“Overzealous” legal backlash against the Carlee Russell kidnapping hoax came only because a black woman was at the center, The Atlantic writer Jemele Hill tweeted.
After discovering that Russell, a 24-year-old nursing student, fabricated the story of her abduction, police officers returned two misdemeanor charges against the Alabama woman.
State legislatures are also seeking to increase penalties for faking kidnapping.
Via her X account (formerly known as Twitter), Hill called these efforts “overzealous” actions because of Russell’s race and claimed the same would not have happened if she had been white.
“She has already been charged and will likely have to pay compensation. No problem with that. What I’m saying is that this legislature is overzealous because the black woman was the focus of this hoax. I promise you, if she were a white woman, no one would pass a law to tighten the laws against police lying.” Hill wrote.
After meeting opposition, Hill continued to argue that a white woman would not push new legislation like Russell.
“Okay, I’ll join, where is the Susan Smith Act in North Carolina? Where are the laws that strengthen lying to the police when we have seen white women consistently lie when calling the police because Black people simply exist in the spaces they don’t want us in? A white woman just lied in California that she was kidnapped by two Latinos and it turns out she spent three weeks with an old friend… where’s the new law?” She wrote.
Susan Smith killed her two sons in 1994 when she claimed a black man had abducted her in a car theft. She is currently serving a life sentence with the possibility of parole in 2024.
The California example likely relates to the recent 2020 jury conviction of Kathleen Sorensen, who made a false report blaming a Latino couple for attempting to kidnap their children.
In 2023, a judge sentenced Sorensen to 90 days in prison.
Russell is currently being charged with false reporting to law enforcement and false reporting of an incident, both of which carry a maximum sentence of one year in prison.

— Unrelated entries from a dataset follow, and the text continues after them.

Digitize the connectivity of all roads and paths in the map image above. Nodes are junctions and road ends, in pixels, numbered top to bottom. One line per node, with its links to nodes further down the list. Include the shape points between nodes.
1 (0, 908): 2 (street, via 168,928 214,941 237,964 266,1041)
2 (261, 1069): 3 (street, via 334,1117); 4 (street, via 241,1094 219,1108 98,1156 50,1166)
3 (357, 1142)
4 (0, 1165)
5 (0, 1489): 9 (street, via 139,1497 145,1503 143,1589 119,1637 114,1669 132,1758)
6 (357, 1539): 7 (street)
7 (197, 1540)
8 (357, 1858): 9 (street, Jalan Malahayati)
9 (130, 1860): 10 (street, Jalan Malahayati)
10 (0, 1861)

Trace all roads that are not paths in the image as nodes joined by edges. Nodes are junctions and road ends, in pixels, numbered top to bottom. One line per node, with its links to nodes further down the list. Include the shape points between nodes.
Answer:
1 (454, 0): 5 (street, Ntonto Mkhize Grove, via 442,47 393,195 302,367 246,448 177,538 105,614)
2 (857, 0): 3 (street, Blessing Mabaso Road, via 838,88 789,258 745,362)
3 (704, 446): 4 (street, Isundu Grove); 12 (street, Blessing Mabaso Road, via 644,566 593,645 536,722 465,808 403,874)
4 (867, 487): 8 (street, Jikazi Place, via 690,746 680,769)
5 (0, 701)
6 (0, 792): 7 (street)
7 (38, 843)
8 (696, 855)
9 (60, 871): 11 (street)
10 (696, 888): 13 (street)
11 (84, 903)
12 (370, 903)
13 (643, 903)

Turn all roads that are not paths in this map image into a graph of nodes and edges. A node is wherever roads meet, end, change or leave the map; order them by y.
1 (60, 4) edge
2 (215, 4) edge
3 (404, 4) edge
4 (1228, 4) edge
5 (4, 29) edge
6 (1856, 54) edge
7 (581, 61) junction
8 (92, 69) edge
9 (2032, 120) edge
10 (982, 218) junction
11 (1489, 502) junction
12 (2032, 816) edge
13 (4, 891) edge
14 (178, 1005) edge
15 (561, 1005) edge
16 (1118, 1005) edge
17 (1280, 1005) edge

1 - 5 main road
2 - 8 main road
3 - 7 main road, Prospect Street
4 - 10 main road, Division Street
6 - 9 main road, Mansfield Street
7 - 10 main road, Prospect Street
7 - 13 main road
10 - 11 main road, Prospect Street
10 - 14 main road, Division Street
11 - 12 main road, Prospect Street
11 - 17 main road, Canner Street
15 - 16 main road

She was released from prison after posting $1,000 bail on each of her charges.
When it was pointed out that one of the Alabama lawmakers who advocated increasing penalties for falsifying kidnappings is a black woman, Hill reiterated her argument that minorities “often carry the water for white supremacy.”
“I don’t know why some people don’t understand that marginalized people often carry the water for white supremacy. More than half of white women voted for Donald Trump despite being told he would take away their reproductive rights. There are black police officers who enjoy the same anti-black actions as others. That’s not hard”, Hill wrote.
In a later post, she summarized: “A lot of people in the comments don’t seem to understand something: 1) Carlee Russell is already facing multiple charges for lying to the police (which she was supposed to be doing) and will likely have to pay compensation to the Investigation (as it should) 2) Think critically and ask yourself why this legislator suddenly felt the need to introduce legislation to strengthen existing laws. Hmm… I can’t really say.”